The isolated campsites in Botswana’s safari-friendly landscapes, whether in the Okavango Delta, the Central Kalahari Game Reserve or elsewhere, mean there is no light pollution either. Often the only light source for miles around is the warm glow of a dozen lanterns illuminating a handful of cosy khaki tents. Above these, myriad sparkling stars light up the coal-black sky like a bounty of diamonds discovered in one of the country’s productive mines.
5. Nature enthusiasts will love mobile safari – not just for affordability
Those who are passionate about Africa, the wilderness and want more from the experience than to tick the big-five for bragging rights at dinner parties back home will love the mobile safari experience. While promoters of mobile safaris often focus on their affordability above all else, only a few educated travel agents and tour operators highlight their key benefit; the unique experience.
6. At one with nature
Sleeping in the wild with nothing but a piece of canvas between you and Africa’s wildlife may not be for everyone, but it makes for a fully immersive experience for nature enthusiasts.
Increasing competition among Botswana’s high-end safari operators has led to lodge rooms resembling palatial villas complete with plunge-pools, private butlers eye-watering price tags many of us can never afford.
But the cost is not the only drawback – in some lodges, it feels like you are being separated from the wilderness, almost akin to being cocooned in a plush boutique hotel with National Geographic on a jumbo screen. For an authentic safari, it is difficult to beat a mobile – the original form of this quintessentially African adventure.
7. Mobile safaris are environmentally-friendly
For eco-conscious travellers, one of the attractions of a mobile safari is your reduced carbon footprint. You travel between locations by vehicle instead of the small planes that are used to transfer between lodges, which also allows you to watch the subtle changes in scenery as you move from one ecosystem to another. In the camp itself, lanterns are often solar-powered, and you can charge your camera and phone with an inverter linked to your vehicle’s battery. Some mobile operators also use a portable water filtration system to avoid waste from plastic water bottles.

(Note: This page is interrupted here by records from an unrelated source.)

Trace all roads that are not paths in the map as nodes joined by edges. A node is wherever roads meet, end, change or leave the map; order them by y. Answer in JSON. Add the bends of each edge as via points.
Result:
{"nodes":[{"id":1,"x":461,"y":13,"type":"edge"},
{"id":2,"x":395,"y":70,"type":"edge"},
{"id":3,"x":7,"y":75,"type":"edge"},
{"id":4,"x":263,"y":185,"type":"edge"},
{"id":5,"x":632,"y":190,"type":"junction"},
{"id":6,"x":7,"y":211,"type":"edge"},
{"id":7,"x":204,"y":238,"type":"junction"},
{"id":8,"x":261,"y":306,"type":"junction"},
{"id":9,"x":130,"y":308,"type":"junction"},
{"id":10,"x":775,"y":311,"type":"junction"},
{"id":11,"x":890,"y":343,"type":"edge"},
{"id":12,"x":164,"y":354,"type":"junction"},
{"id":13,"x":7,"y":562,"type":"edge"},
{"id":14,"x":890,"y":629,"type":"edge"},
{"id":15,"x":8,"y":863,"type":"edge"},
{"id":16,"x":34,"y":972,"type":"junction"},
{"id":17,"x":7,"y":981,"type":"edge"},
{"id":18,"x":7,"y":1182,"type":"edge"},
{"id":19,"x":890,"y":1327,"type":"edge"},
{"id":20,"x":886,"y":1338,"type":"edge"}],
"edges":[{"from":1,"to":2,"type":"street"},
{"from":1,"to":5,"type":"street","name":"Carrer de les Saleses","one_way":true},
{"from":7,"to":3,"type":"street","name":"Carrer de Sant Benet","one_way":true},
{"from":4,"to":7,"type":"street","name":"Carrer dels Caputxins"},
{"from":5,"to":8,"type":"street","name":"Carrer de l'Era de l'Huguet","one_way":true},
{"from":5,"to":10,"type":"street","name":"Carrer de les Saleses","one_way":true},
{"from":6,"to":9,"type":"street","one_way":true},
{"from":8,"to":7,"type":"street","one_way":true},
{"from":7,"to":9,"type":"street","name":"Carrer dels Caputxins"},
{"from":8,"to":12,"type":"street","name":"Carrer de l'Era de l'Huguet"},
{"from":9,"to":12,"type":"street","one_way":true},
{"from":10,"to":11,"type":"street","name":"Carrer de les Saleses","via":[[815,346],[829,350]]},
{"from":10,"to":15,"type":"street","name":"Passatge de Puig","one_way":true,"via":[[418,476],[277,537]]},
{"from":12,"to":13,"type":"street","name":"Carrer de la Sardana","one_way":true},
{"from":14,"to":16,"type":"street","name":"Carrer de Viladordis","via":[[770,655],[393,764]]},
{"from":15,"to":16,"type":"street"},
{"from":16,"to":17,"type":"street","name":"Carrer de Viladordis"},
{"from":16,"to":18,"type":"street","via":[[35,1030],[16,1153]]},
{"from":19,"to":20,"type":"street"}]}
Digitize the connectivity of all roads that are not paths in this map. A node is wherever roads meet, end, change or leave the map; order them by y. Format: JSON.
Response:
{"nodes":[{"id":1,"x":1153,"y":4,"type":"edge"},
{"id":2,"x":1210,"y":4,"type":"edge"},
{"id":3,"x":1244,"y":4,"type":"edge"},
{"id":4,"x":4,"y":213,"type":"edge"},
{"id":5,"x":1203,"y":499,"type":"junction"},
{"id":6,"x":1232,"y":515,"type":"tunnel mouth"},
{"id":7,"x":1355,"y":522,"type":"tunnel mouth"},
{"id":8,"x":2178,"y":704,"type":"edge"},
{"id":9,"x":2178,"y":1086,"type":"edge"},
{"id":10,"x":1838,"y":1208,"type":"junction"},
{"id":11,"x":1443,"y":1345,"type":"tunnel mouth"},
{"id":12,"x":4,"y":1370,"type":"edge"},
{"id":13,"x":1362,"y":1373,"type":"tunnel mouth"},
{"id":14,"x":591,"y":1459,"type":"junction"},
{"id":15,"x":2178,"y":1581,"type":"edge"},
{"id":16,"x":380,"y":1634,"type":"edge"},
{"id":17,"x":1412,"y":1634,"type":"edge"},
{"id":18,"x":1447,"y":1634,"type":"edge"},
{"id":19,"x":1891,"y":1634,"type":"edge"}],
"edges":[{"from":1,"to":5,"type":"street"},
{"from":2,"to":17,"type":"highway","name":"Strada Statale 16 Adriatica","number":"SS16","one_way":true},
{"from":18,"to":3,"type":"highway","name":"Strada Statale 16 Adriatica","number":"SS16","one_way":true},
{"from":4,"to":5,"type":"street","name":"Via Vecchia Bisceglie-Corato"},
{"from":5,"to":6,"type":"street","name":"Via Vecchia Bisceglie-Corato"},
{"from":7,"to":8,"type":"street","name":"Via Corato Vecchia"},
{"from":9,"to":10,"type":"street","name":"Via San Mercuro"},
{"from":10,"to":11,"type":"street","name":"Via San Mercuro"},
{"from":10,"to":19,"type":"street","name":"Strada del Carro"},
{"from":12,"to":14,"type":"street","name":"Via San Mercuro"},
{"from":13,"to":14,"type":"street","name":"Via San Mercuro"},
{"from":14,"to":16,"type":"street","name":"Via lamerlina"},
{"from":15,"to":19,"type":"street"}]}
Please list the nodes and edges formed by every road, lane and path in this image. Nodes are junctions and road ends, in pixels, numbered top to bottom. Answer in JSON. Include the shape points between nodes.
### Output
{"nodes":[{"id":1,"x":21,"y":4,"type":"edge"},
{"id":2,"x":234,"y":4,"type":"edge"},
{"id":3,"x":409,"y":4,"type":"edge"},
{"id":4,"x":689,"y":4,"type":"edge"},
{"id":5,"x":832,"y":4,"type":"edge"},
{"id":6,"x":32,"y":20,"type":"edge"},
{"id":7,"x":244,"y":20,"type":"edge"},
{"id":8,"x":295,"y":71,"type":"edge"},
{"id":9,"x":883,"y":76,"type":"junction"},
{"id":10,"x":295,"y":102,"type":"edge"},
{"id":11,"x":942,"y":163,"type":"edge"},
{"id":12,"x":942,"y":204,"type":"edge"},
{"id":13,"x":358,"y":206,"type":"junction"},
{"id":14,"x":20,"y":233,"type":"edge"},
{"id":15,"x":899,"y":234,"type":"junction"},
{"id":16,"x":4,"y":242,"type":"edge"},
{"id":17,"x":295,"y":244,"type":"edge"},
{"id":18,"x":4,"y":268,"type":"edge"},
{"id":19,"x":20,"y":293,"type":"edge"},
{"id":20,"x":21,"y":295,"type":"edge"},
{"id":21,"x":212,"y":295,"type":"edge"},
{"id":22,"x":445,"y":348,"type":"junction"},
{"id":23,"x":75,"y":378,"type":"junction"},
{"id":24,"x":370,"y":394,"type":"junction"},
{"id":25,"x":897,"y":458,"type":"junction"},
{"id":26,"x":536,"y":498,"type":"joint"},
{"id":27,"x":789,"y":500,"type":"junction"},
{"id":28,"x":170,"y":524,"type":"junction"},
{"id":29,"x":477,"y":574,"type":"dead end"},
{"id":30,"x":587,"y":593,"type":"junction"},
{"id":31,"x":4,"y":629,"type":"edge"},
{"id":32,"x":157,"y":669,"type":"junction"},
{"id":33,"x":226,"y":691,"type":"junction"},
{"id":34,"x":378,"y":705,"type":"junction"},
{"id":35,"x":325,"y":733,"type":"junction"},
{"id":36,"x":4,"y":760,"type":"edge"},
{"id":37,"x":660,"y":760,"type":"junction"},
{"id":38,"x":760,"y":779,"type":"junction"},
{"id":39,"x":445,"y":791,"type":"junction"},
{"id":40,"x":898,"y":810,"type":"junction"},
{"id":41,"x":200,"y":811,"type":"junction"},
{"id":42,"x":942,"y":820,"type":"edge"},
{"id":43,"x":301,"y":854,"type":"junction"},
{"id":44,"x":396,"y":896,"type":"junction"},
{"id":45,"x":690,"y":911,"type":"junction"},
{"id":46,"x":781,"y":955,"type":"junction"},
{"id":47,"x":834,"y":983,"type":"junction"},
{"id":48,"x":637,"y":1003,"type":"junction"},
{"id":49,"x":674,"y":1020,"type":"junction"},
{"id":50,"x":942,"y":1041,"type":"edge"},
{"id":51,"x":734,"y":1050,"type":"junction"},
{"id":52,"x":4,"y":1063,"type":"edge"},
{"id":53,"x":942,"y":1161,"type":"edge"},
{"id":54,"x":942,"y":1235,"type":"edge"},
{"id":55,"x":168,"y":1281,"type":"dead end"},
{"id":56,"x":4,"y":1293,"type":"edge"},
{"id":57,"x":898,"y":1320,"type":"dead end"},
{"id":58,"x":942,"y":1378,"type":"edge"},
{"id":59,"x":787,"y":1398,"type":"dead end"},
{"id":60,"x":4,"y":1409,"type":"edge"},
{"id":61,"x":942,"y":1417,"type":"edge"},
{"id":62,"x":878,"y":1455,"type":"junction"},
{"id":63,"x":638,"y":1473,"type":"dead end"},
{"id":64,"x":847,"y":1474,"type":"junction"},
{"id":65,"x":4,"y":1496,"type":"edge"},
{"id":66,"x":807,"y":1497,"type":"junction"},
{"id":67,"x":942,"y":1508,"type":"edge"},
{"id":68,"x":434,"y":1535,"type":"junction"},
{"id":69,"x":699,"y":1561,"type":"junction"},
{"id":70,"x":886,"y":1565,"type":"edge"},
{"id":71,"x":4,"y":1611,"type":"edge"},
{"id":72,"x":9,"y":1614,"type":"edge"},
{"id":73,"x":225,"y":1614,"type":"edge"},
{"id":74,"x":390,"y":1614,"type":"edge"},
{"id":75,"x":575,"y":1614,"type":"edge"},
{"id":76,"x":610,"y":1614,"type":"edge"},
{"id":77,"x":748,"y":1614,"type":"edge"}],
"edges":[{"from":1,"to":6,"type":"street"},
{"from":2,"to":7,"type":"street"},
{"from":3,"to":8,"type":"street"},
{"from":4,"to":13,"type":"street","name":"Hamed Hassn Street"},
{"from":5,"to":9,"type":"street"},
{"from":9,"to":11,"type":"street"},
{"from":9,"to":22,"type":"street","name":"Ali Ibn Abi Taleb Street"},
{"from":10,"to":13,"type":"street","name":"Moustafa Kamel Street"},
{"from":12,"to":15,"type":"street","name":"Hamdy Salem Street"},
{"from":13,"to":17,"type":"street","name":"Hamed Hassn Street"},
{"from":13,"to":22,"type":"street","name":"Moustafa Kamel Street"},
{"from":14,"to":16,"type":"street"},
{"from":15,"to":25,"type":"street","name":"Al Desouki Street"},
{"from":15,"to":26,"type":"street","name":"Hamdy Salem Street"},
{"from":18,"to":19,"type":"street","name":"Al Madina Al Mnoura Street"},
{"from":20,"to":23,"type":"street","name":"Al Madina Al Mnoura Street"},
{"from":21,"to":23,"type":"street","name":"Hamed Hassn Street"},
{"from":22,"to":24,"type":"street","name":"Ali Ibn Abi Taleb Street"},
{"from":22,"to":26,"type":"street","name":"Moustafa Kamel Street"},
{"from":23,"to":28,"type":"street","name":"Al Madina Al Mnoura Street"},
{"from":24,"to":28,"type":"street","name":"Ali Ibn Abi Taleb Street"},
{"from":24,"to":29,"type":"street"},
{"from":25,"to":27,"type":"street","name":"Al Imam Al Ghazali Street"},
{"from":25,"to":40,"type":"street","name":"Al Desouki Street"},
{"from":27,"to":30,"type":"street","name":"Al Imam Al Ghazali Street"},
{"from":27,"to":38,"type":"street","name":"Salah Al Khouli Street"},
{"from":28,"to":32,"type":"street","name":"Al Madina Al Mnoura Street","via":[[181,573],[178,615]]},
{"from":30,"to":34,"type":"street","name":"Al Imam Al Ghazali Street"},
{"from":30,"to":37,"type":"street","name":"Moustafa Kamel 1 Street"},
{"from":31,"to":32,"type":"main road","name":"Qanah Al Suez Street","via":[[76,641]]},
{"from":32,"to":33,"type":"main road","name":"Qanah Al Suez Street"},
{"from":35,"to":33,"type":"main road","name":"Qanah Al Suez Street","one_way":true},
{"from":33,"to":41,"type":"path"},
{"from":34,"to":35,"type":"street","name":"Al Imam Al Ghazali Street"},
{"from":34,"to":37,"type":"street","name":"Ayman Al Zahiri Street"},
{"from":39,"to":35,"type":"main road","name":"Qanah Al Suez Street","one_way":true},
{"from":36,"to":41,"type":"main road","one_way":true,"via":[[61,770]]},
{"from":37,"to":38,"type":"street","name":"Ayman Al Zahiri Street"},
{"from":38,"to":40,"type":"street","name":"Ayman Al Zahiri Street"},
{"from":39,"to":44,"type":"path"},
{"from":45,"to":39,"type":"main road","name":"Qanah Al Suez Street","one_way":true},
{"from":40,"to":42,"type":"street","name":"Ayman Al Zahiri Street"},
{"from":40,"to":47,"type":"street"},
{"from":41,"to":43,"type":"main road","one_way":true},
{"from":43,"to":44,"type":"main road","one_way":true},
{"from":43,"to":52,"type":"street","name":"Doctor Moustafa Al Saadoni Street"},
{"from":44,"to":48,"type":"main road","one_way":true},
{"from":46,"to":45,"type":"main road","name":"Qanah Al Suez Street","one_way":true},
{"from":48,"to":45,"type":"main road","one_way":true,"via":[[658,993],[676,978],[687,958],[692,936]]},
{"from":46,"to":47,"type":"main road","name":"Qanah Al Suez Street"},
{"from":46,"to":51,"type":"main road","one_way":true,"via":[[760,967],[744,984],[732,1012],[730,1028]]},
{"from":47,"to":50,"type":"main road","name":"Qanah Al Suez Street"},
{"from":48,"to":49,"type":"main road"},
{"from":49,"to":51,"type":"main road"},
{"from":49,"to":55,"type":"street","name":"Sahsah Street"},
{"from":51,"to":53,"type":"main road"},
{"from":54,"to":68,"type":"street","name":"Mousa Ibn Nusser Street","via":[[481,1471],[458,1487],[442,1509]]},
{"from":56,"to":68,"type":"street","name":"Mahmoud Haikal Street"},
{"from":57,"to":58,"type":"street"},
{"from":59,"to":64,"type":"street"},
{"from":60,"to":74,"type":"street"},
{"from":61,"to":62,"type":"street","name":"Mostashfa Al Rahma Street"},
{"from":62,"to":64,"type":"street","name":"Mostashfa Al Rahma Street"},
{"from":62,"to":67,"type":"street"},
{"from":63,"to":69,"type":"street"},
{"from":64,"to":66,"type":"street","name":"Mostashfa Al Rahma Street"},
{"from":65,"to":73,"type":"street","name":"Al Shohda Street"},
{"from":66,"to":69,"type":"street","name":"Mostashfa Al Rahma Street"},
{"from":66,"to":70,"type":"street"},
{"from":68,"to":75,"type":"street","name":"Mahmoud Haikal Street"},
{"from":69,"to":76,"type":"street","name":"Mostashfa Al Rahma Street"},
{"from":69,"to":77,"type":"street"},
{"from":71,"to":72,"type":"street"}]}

For an even more environmentally friendly option in the Okavango Delta, you can opt for a mobile on horseback (where the camp is transported by mokoro) or a walking-and-canoe combination – both of which have a zero-carbon footprint..
8. Small groups = intimate, more personal experience
Being part of a small group of staff and guests allows you to be yourself and interact with others. Often in the lodges and camps, some of the more timid or reserved guests can be on their guard all the time, making it easy to be overlooked. This is as a result of the high turnover of both the camp staff and visitors; a new guide, new managers sitting dinner, new guests in camp and other factors that change the dynamic. A mobile safari allows you to truly unwind within the same group of people from start to finish.
Are mobile safaris for everyone?
Like any safari, there are aspects of a mobile that may not appeal to everyone. During the hotter months, there are no fans or refreshing swimming pools to cool you down during the day. There is also no wi-fi or phone network, so you are off the grid, which will appeal to some travellers.
The day you move from one camp to the next can be long, although it is amazing to watch the camp disintegrate during breakfast, only for it to reappear in time for sun-downers in a completely different location.
Mobiles mostly operate in national parks, so there may be more vehicles than in a private concession, but it will never feel crowded. If you are travelling with family or a group and want more privacy, you have the option of booking an entire mobile safari for an exclusive safari at a fraction of the exorbitant cost of hiring out an entire lodge.
Admittedly, the idea of wild animals roaming through camp can take some getting used to, but there is never any danger as long as you stay in your tent at night and follow the lead of of your guides as they only have your best interests and safety at heart.
Watching an elephant quench its thirst from your shower bucket while you are savouring lunch is an experience you are unlikely to forget or experience elsewhere.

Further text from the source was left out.